Stored data entries
++++++++

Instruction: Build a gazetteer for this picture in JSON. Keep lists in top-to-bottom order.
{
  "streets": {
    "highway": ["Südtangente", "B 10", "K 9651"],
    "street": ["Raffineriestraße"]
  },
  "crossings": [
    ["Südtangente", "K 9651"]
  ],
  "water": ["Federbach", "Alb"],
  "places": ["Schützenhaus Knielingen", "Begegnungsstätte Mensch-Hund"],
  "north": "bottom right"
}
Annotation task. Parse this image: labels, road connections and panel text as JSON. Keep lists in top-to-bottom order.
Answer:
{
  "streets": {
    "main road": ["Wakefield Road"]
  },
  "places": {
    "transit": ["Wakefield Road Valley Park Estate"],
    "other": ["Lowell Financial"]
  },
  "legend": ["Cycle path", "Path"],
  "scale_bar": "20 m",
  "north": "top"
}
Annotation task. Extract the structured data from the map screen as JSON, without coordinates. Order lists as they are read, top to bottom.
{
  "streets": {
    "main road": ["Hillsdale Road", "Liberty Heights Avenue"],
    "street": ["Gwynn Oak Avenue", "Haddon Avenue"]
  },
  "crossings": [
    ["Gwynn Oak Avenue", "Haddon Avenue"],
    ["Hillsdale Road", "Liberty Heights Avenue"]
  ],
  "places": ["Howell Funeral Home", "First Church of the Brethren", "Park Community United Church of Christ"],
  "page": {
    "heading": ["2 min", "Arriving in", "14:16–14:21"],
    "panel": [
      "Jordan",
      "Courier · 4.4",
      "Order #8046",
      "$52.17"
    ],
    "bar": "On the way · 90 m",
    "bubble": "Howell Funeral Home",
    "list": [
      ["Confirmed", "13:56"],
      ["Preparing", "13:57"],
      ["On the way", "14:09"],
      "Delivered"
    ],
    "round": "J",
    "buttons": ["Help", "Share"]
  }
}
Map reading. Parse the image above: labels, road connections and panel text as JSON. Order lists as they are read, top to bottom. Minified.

++++++++

YOUR TASK: Copy from the entries above each line in which the string "connections" can be found.

EXPECTED OUTPUT:
Annotation task. Parse this image: labels, road connections and panel text as JSON. Keep lists in top-to-bottom order.
Map reading. Parse the image above: labels, road connections and panel text as JSON. Order lists as they are read, top to bottom. Minified.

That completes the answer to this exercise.